INFORMATION SUPPLIED START

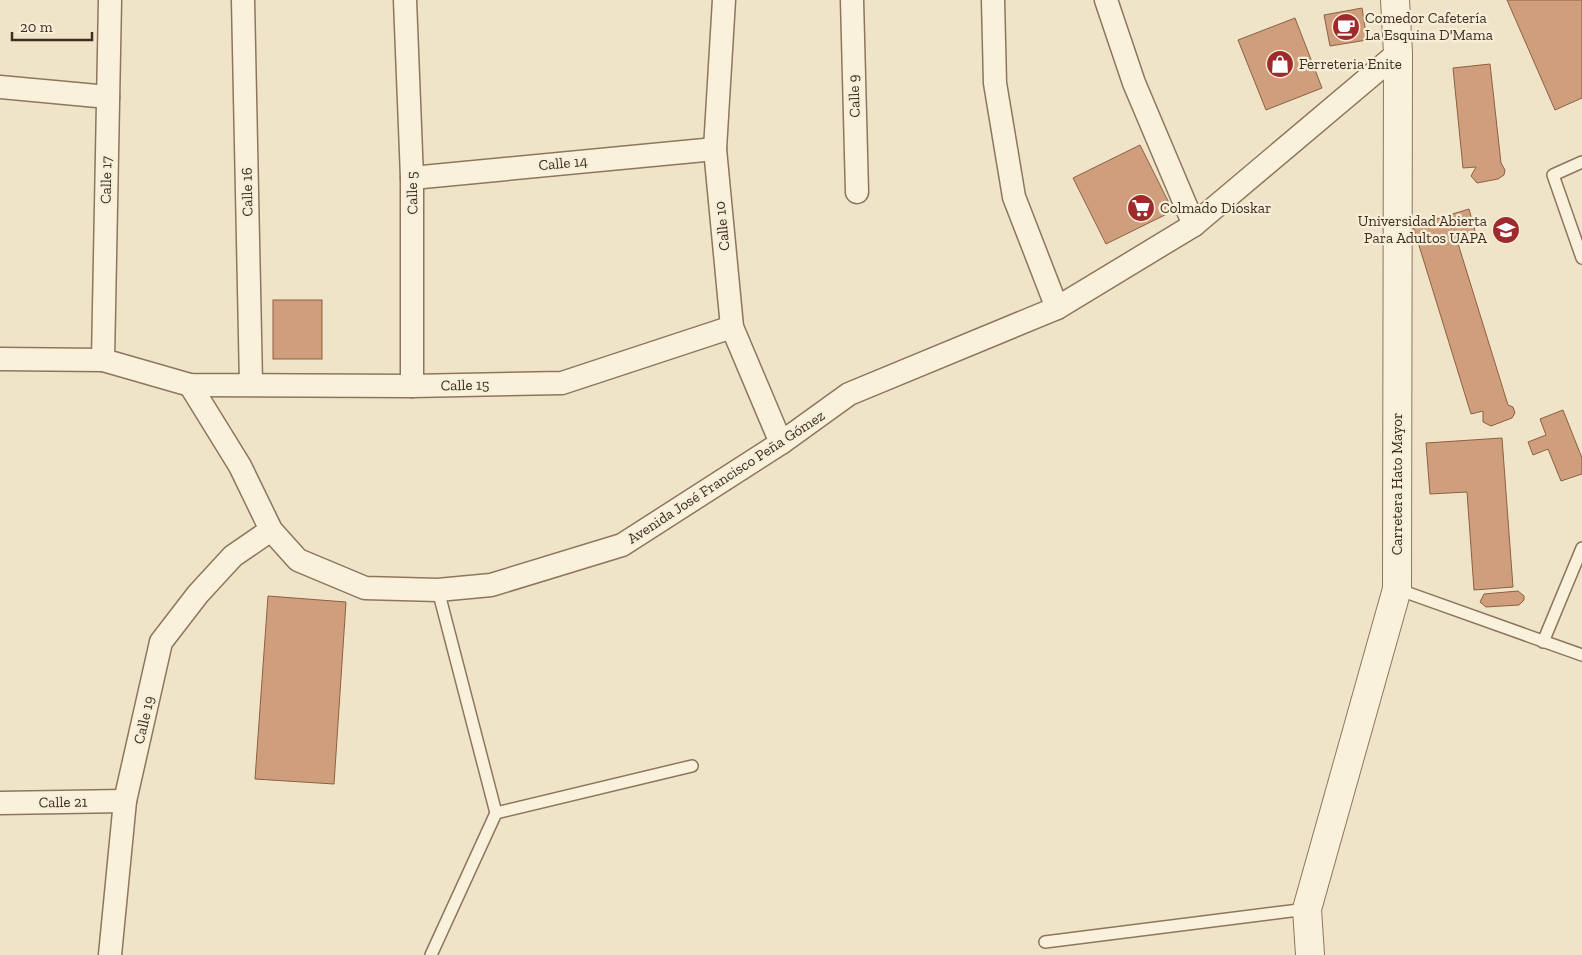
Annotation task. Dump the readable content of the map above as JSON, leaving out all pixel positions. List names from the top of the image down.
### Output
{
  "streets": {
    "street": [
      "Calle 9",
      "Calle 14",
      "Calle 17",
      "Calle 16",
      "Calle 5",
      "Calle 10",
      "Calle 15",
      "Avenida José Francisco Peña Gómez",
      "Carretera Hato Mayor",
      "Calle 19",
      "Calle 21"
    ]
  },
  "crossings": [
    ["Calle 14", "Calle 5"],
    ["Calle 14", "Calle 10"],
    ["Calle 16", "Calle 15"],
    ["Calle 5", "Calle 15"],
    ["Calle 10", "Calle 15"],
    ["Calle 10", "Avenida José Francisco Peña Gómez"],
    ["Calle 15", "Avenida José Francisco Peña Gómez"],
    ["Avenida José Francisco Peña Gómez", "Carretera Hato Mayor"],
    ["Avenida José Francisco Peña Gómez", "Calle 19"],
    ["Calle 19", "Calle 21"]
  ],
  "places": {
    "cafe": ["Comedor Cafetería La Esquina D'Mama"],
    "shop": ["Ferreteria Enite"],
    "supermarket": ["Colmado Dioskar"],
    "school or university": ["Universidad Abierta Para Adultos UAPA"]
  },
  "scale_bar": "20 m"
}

INFORMATION SUPPLIED END
INFORMATION SUPPLIED START

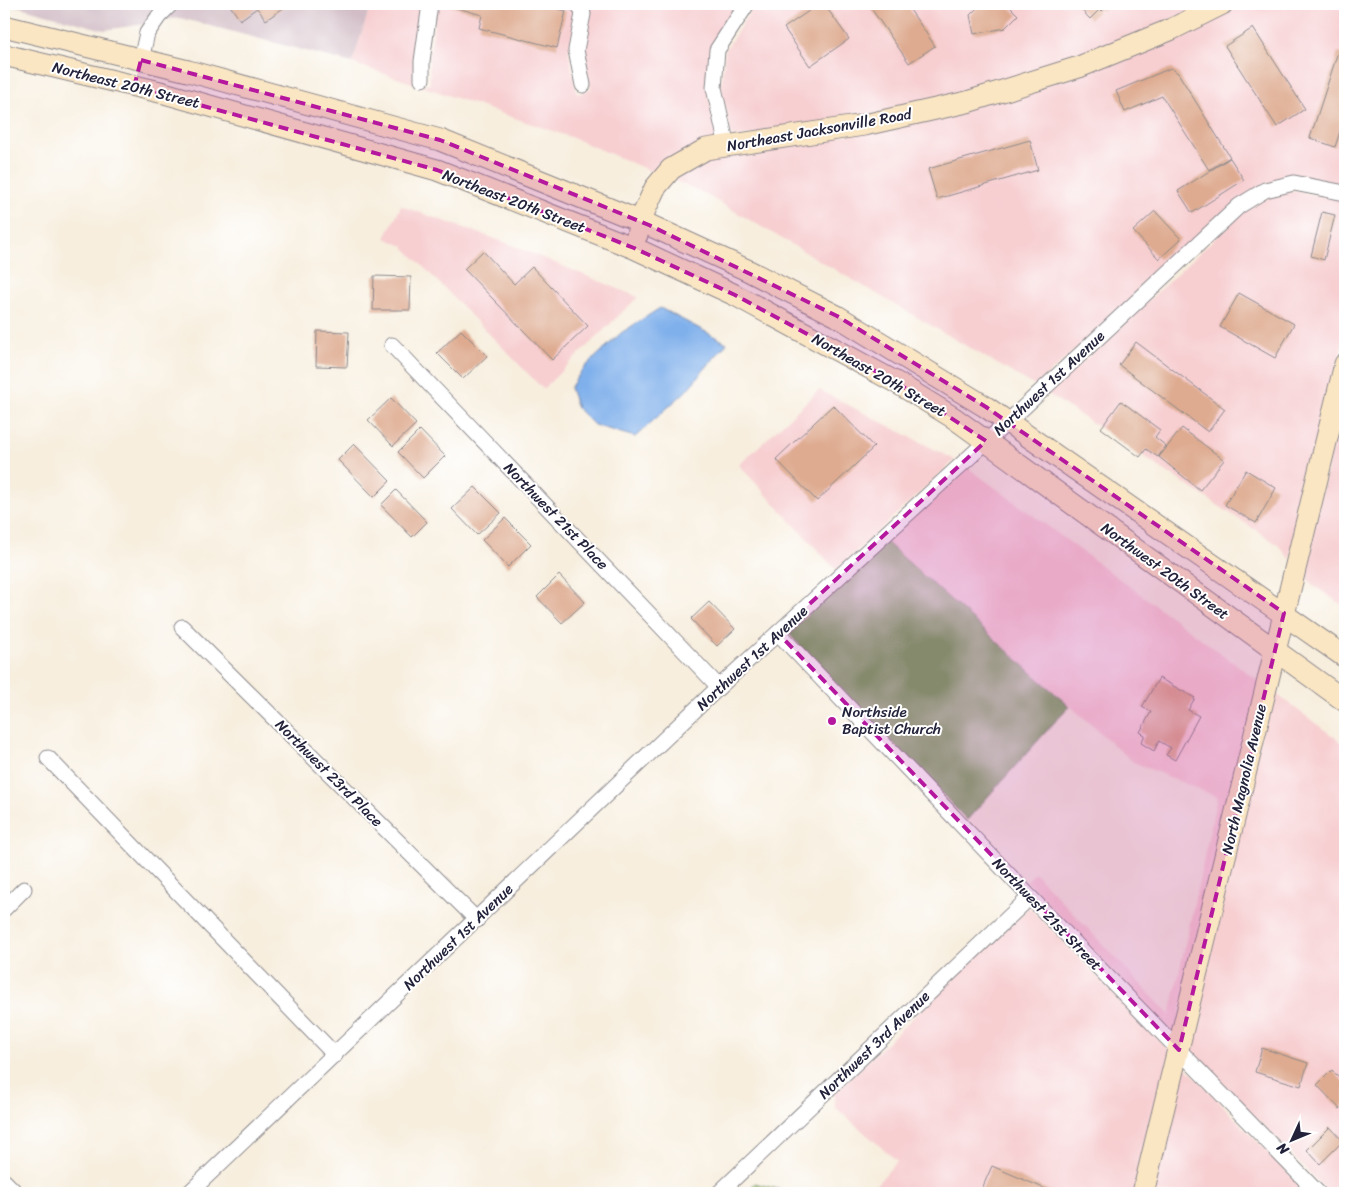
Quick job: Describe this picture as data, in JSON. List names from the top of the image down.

INFORMATION SUPPLIED END

ASSIGNED TASK: In the data above, copy every line where the string "List" appears.

RESULT FOR THIS TASK:
Annotation task. Dump the readable content of the map above as JSON, leaving out all pixel positions. List names from the top of the image down.
Quick job: Describe this picture as data, in JSON. List names from the top of the image down.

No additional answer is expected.